What you have to do: In the records, find each line where "other" occurs, and copy it.

Data supplied:
++++++

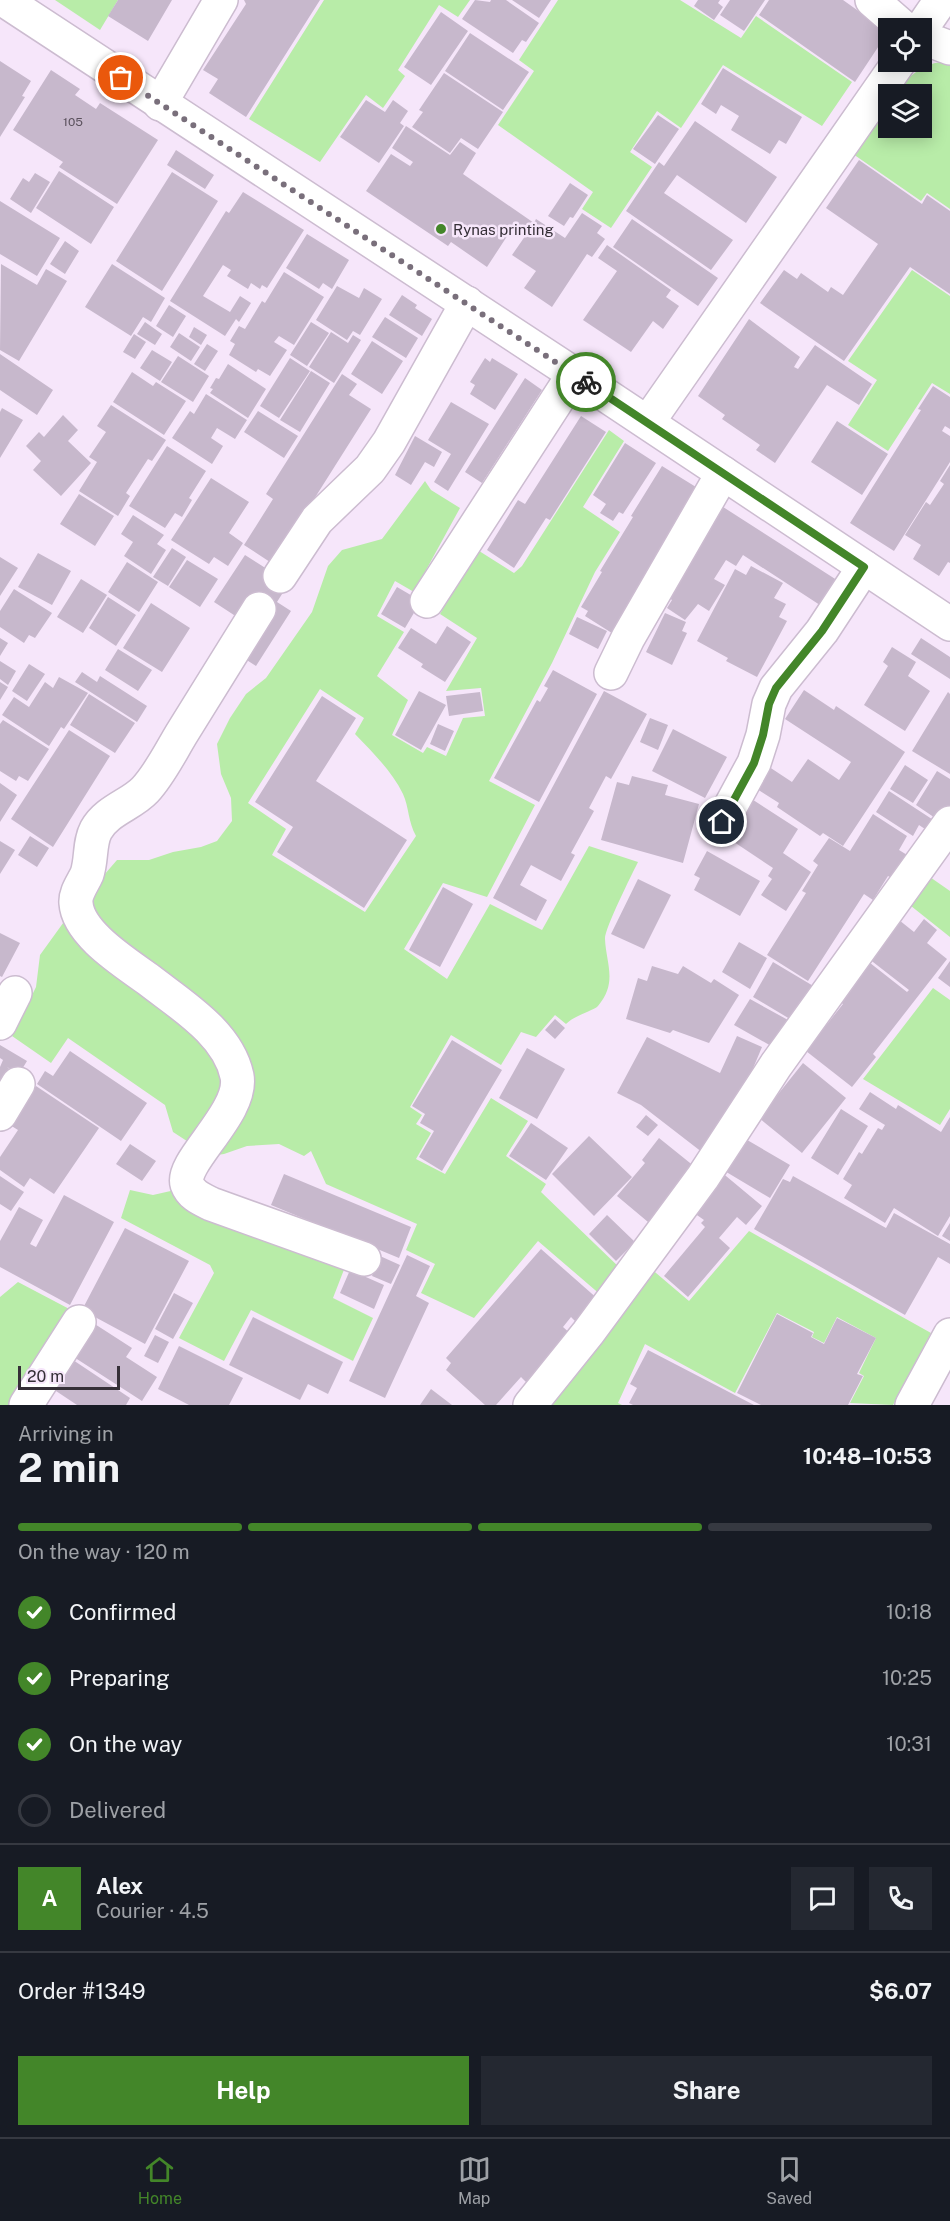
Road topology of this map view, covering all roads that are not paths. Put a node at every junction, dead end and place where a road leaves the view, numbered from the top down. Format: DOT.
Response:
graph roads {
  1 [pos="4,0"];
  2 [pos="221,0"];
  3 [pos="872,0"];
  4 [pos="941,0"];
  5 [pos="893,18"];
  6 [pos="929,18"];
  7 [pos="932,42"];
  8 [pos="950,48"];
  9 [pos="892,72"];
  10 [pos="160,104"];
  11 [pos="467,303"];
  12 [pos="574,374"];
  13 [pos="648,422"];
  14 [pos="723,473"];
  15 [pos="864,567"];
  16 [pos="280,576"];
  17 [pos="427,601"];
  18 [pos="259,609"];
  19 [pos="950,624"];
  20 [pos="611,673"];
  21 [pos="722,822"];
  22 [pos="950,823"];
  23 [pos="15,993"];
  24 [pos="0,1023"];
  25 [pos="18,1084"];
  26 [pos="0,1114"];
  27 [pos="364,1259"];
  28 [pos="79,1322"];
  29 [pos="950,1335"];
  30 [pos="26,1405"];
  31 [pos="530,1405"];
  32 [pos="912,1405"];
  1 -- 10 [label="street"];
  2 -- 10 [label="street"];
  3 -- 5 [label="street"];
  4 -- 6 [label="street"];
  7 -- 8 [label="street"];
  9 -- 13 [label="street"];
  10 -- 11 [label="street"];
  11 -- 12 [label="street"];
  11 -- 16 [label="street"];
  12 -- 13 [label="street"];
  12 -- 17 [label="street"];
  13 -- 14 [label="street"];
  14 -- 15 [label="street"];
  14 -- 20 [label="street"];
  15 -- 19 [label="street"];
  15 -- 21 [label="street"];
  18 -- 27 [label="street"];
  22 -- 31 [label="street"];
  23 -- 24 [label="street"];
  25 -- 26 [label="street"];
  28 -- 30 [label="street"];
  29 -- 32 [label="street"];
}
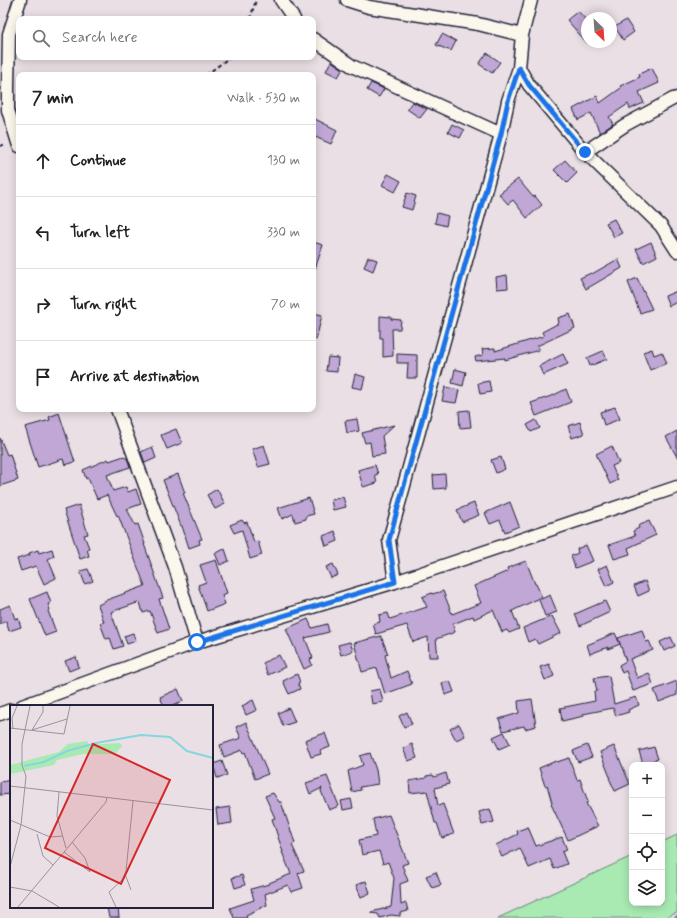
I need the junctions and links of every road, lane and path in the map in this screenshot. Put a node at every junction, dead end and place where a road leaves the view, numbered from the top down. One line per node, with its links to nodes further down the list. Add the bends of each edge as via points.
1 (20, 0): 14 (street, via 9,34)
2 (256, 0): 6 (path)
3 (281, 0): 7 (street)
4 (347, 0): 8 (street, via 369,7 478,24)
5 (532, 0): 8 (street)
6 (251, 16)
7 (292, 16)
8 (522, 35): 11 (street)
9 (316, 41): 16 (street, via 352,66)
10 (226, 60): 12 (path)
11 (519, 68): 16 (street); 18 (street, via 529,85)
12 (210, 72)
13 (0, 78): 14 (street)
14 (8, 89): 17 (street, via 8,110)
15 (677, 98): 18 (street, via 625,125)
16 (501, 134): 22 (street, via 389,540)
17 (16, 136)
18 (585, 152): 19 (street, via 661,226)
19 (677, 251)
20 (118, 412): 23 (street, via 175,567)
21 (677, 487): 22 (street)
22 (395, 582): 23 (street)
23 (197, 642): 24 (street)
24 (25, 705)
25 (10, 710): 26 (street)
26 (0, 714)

++++++

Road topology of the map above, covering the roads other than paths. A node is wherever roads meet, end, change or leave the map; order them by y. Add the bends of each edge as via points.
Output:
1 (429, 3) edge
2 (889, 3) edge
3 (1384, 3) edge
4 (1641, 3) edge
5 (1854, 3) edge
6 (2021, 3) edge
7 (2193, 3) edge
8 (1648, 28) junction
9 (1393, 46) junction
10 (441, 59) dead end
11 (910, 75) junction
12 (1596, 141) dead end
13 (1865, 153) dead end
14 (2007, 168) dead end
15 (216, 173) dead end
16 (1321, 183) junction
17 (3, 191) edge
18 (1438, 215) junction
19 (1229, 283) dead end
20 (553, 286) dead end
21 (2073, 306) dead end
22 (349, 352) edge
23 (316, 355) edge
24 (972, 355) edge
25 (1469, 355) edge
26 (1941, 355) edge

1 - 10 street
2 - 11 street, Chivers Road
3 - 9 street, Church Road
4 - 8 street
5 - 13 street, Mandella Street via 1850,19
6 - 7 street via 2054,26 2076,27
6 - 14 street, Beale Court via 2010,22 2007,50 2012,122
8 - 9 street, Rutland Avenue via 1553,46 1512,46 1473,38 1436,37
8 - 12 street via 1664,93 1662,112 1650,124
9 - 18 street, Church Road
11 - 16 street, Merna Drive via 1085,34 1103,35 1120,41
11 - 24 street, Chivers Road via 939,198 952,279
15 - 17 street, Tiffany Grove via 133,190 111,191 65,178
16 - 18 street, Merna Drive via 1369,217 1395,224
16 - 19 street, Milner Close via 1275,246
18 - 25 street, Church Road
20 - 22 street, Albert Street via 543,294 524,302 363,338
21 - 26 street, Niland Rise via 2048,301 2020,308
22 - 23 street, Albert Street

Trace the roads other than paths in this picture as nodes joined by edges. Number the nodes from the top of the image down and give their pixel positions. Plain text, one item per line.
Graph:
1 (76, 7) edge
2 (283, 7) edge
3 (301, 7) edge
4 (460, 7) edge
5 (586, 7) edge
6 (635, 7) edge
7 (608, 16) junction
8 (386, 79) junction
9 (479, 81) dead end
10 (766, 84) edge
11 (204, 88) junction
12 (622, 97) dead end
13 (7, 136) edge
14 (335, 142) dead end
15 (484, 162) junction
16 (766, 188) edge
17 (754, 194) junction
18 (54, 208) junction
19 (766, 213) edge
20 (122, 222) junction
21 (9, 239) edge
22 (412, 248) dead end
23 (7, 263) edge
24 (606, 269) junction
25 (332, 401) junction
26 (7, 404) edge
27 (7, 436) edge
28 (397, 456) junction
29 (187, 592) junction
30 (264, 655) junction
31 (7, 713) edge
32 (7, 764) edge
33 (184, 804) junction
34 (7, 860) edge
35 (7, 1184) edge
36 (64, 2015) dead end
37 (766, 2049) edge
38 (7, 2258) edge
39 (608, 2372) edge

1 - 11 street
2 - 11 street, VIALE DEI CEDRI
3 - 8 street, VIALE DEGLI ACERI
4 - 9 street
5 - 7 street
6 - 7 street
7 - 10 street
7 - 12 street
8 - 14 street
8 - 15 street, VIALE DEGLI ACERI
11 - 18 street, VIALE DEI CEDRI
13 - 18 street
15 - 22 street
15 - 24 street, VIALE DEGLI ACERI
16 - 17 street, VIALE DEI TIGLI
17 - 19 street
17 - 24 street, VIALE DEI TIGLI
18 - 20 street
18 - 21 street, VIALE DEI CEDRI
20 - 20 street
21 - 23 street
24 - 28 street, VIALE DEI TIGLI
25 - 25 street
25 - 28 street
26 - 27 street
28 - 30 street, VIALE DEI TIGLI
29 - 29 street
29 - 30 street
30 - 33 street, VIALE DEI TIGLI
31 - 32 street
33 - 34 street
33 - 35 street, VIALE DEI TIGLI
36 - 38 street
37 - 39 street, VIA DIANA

++++++

Exercise response:
Road topology of the map above, covering the roads other than paths. A node is wherever roads meet, end, change or leave the map; order them by y. Add the bends of each edge as via points.
Trace the roads other than paths in this picture as nodes joined by edges. Number the nodes from the top of the image down and give their pixel positions. Plain text, one item per line.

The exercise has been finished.